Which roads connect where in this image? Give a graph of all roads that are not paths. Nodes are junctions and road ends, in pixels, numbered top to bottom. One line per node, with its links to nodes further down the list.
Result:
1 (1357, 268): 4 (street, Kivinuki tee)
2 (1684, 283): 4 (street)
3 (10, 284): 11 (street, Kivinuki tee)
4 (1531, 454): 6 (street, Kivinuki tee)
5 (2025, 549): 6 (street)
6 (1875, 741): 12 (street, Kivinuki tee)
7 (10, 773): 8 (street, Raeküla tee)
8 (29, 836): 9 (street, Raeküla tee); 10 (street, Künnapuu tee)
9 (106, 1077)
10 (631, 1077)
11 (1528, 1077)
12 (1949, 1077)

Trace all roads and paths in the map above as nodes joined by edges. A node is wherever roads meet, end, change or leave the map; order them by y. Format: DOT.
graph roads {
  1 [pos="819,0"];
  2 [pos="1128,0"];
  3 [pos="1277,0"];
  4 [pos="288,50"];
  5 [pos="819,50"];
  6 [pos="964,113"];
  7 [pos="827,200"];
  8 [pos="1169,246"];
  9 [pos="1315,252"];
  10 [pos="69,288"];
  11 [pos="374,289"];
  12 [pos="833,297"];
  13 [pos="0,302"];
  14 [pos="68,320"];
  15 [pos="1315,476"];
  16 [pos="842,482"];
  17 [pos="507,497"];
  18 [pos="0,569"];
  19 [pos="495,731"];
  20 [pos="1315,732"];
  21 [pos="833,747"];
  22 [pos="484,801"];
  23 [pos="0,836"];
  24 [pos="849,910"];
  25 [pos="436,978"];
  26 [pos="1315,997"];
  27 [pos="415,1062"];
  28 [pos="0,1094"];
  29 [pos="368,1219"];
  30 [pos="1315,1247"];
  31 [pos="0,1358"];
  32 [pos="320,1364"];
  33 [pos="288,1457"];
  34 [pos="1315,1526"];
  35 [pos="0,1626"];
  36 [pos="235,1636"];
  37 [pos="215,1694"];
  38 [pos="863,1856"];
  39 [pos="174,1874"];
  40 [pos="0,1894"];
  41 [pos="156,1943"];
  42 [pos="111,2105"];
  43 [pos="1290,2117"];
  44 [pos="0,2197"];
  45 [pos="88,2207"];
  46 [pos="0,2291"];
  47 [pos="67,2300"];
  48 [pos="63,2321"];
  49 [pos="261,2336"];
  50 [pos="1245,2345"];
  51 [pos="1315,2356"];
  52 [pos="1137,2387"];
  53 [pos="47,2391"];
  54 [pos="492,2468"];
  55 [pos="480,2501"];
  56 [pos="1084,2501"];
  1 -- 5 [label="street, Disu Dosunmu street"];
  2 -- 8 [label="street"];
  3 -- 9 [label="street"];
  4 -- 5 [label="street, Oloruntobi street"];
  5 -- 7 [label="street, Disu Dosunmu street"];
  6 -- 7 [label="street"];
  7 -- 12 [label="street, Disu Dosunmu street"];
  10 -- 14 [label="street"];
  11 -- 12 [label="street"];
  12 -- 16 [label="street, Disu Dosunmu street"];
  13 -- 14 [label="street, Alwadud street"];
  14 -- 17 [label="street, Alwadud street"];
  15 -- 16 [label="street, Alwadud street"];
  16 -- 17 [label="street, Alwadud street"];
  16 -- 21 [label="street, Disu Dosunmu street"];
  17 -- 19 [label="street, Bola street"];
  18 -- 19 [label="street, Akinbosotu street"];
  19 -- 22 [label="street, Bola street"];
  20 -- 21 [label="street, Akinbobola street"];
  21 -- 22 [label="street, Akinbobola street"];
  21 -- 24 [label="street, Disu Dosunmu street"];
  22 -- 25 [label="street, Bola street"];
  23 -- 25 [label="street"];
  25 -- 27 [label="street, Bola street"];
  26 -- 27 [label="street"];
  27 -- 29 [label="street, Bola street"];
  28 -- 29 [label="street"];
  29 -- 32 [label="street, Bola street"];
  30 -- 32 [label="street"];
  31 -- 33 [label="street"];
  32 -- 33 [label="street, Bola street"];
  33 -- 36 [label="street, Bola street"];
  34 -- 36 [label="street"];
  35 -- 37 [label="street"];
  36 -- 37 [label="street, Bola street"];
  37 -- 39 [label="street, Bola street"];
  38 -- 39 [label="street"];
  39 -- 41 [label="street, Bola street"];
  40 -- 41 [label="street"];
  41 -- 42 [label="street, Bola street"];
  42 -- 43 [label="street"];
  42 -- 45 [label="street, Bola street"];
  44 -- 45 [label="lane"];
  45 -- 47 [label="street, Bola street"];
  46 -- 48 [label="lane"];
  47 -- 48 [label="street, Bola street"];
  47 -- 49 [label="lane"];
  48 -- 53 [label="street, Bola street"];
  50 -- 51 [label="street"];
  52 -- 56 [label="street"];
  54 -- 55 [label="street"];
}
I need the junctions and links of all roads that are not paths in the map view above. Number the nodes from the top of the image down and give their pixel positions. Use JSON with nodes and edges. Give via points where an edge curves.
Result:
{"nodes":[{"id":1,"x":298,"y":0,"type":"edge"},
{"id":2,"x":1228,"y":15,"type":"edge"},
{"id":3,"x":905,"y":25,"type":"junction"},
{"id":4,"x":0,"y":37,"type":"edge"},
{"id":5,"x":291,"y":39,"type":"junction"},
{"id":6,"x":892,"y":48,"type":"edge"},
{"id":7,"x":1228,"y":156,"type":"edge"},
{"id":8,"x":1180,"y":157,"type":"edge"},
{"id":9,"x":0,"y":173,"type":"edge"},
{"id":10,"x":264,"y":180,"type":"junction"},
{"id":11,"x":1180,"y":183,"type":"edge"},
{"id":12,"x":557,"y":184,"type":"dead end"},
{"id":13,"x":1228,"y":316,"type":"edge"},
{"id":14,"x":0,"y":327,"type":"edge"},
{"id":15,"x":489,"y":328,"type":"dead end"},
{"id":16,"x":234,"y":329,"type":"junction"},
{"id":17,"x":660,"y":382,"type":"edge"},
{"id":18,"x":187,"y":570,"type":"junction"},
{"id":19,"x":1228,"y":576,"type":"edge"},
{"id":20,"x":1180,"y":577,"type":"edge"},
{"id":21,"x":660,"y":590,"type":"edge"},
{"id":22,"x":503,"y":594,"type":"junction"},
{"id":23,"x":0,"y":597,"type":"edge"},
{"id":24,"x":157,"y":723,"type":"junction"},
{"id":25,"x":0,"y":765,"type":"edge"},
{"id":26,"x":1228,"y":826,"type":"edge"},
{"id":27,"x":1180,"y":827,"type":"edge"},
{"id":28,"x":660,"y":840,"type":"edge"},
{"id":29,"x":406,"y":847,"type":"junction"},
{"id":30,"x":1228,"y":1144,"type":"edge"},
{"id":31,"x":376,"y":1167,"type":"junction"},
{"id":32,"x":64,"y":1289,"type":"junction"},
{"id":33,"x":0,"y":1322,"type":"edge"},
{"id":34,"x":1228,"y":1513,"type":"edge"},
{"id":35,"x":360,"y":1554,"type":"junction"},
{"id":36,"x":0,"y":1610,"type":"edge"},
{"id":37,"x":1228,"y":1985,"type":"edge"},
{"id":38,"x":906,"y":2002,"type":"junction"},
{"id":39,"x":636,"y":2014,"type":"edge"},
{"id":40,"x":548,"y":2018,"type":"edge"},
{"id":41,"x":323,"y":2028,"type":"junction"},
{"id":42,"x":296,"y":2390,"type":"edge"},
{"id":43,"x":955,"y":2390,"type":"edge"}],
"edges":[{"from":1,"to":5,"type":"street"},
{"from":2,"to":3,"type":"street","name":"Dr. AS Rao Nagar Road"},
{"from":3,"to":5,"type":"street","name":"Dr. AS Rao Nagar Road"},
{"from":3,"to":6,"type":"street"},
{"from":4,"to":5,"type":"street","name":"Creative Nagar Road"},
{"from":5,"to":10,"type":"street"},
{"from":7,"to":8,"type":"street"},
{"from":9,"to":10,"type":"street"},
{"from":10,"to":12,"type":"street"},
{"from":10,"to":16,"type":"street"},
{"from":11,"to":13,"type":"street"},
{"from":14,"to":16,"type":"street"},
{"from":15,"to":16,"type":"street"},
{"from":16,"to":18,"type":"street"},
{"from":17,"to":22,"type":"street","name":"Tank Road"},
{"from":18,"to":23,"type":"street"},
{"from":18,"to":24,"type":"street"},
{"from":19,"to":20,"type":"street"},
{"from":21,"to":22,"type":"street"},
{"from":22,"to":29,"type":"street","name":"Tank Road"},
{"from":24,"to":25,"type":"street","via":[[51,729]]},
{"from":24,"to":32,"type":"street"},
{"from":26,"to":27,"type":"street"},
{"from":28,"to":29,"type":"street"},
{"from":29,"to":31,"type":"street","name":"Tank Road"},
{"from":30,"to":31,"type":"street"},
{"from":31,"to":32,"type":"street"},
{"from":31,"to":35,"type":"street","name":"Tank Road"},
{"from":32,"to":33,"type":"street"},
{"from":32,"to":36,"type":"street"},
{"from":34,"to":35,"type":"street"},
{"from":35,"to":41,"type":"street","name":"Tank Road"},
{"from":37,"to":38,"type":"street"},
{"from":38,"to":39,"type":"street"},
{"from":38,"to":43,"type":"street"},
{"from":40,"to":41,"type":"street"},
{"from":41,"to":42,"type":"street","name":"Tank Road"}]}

Directions for this task — Within the material above, find every line containing the word "name" and copy it.

Result of this exercise —
{"from":2,"to":3,"type":"street","name":"Dr. AS Rao Nagar Road"},
{"from":3,"to":5,"type":"street","name":"Dr. AS Rao Nagar Road"},
{"from":4,"to":5,"type":"street","name":"Creative Nagar Road"},
{"from":17,"to":22,"type":"street","name":"Tank Road"},
{"from":22,"to":29,"type":"street","name":"Tank Road"},
{"from":29,"to":31,"type":"street","name":"Tank Road"},
{"from":31,"to":35,"type":"street","name":"Tank Road"},
{"from":35,"to":41,"type":"street","name":"Tank Road"},
{"from":41,"to":42,"type":"street","name":"Tank Road"}]}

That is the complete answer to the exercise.